Classe 1999, nella stagione 2020/2021 Sofia Cantore ha giocato come attaccante della Florentia San Gimignano, realizzando 9 gol e 5 assist in 22 presenze, la sua stagione complessivamente migliore. In prestito dalla Juventus Women, arrivava dal campionato non concluso del 2019/2020 con l’Hellas Verona Women, in cui fino alla sosta aveva realizzato 3 gol in 14 presenze.
La raggiungo al telefono, ha una voce squillante, è in una stanza silenziosissima e mi regala molta attenzione. La prima cosa che le chiedo è di non darmi del lei. Un po’ la spiazzo, un po’ abbozza, ma mi fa un favore e me la dà vinta.
Ho eletto due dei suoi gol della stagione appena terminata a miei preferiti in assoluto: uno lo ha segnato contro l’Inter, definendo la vittoria della squadra per 2–1 e l’altro contro l’Empoli Ladies, arricchendo una partita dal risultato pessimo (la Florentia ha perso 6–2).

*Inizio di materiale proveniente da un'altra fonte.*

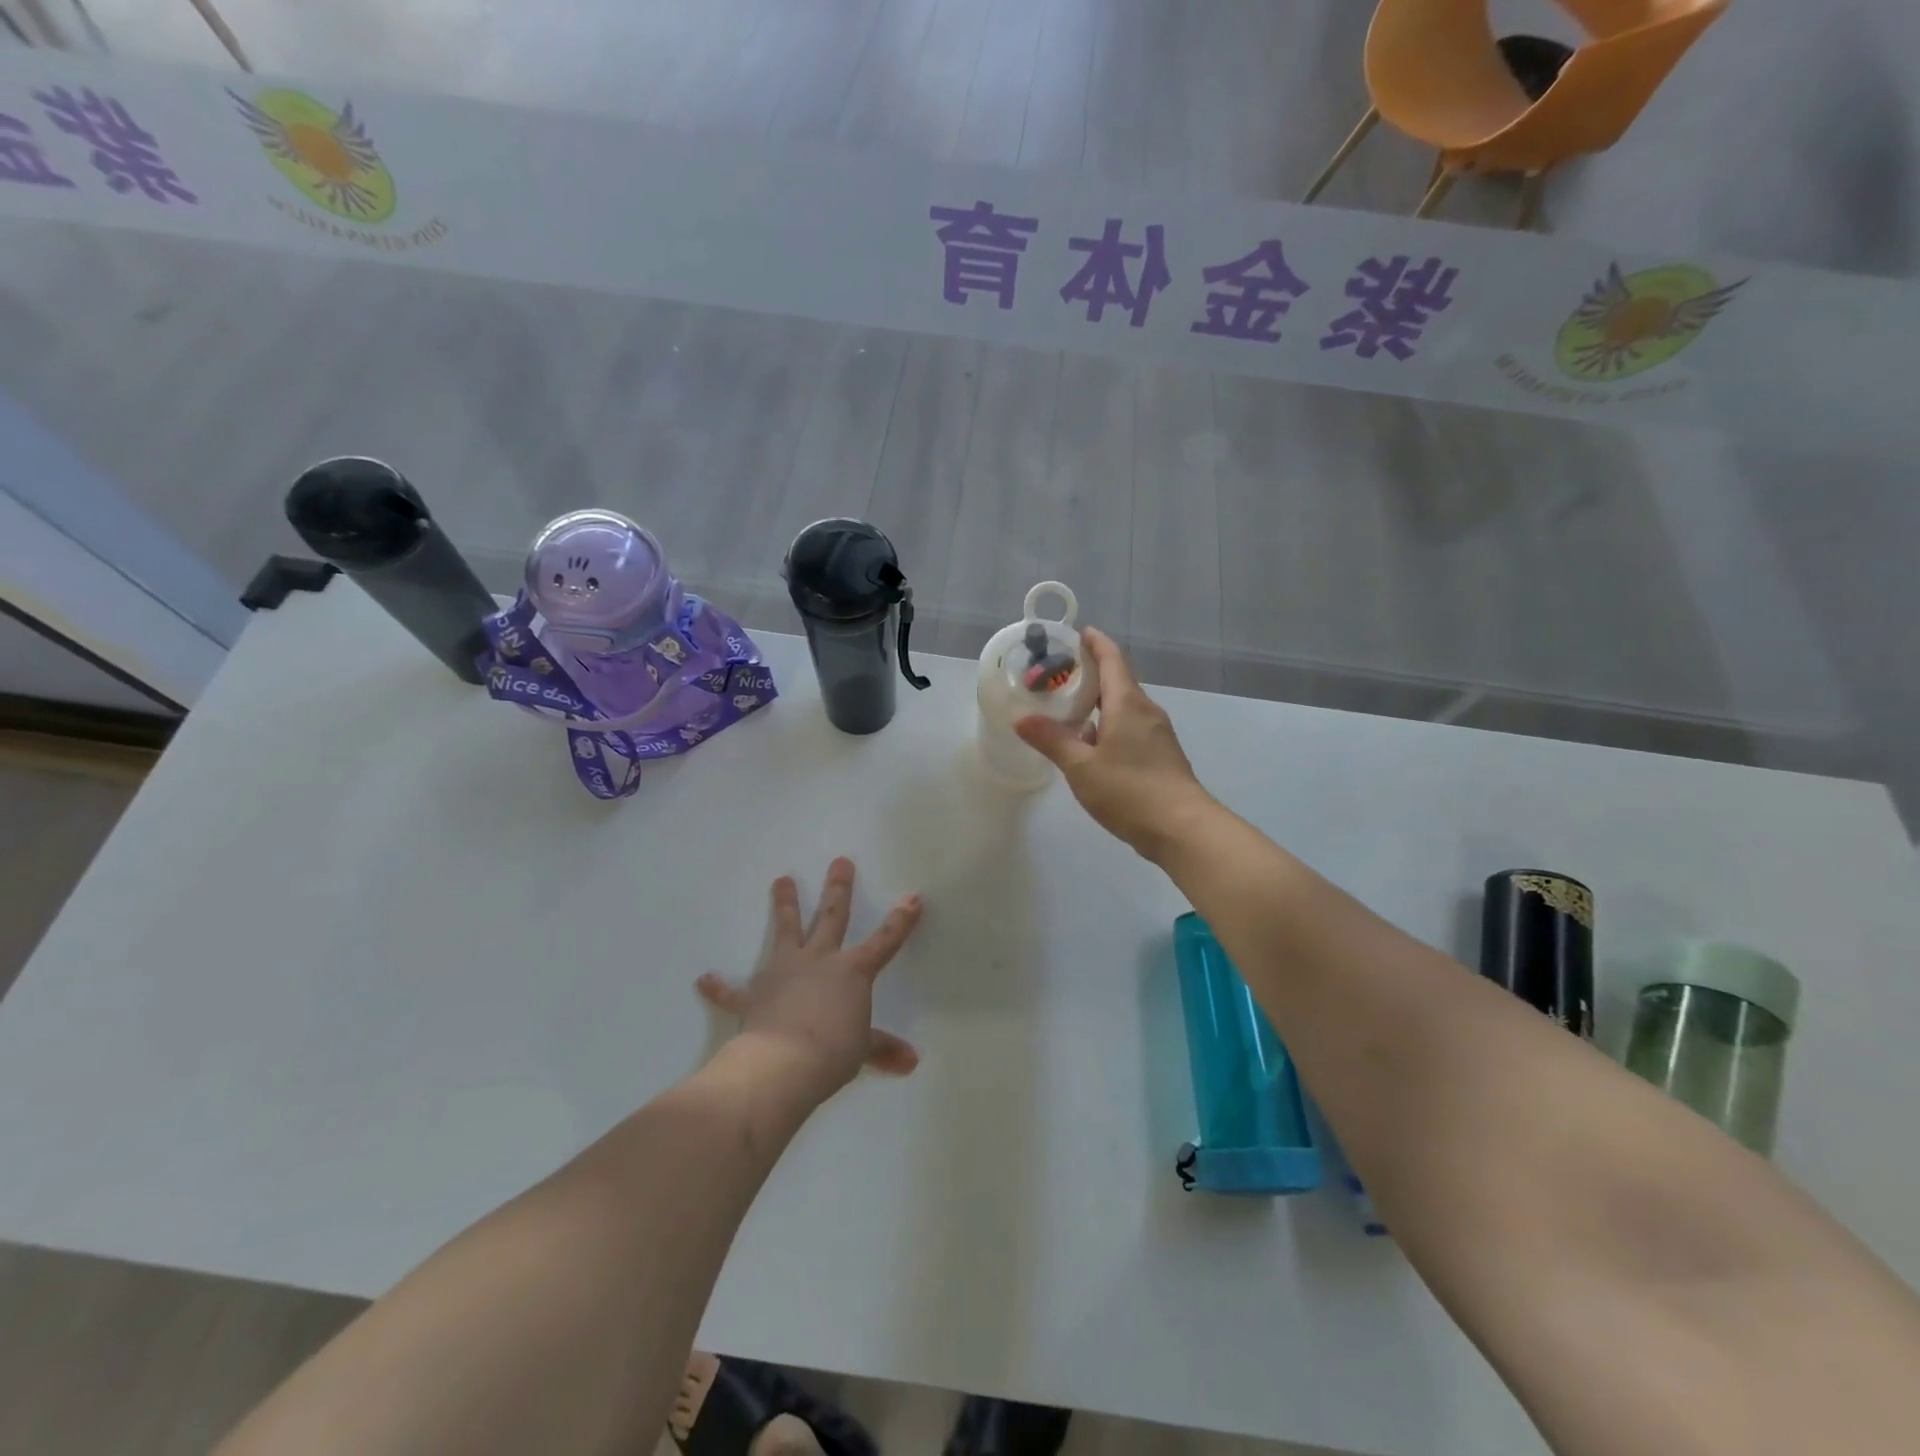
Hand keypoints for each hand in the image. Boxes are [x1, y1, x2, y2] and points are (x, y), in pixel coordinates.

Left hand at [695, 858, 921, 1099]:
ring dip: (784, 905)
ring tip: (781, 879)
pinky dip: (719, 987)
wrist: (782, 1065)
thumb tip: (912, 1062)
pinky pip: (733, 990)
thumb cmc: (832, 1052)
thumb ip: (884, 1049)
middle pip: (831, 917)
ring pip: (786, 930)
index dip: (901, 921)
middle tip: (840, 861)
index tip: (912, 897)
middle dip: (838, 888)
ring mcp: (784, 972)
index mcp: (851, 971)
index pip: (884, 942)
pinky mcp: (754, 994)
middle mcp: (819, 960)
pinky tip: (704, 980)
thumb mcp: (863, 1050)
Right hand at [1015, 627, 1213, 861]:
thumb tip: (1021, 717)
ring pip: (1124, 708)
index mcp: (1128, 704)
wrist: (1183, 829)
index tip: (1079, 633)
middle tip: (1060, 674)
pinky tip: (1091, 746)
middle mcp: (1146, 711)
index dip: (1096, 643)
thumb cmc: (1130, 790)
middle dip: (1092, 674)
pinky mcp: (1161, 756)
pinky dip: (1109, 726)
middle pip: (1119, 681)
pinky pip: (1131, 729)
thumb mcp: (1081, 766)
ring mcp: (1157, 735)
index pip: (1113, 659)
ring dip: (1099, 703)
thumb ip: (1051, 740)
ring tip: (1069, 710)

Il gol contro l’Inter è il più bello della 21° giornata di campionato: Cantore riceve da Re e infila il destro nell’angolo lontano.
Racconto a Sofia cosa mi è piaciuto: la coordinazione, l’intenzione di provarci, la velocità nel girarsi e prendersi la palla e imbastisco parole accorate, ma lei semplicemente si schermisce e mi dice di essere molto contenta per l’annata della squadra, al di là dei gol.
Come è andato l’allenamento? Sei stanca?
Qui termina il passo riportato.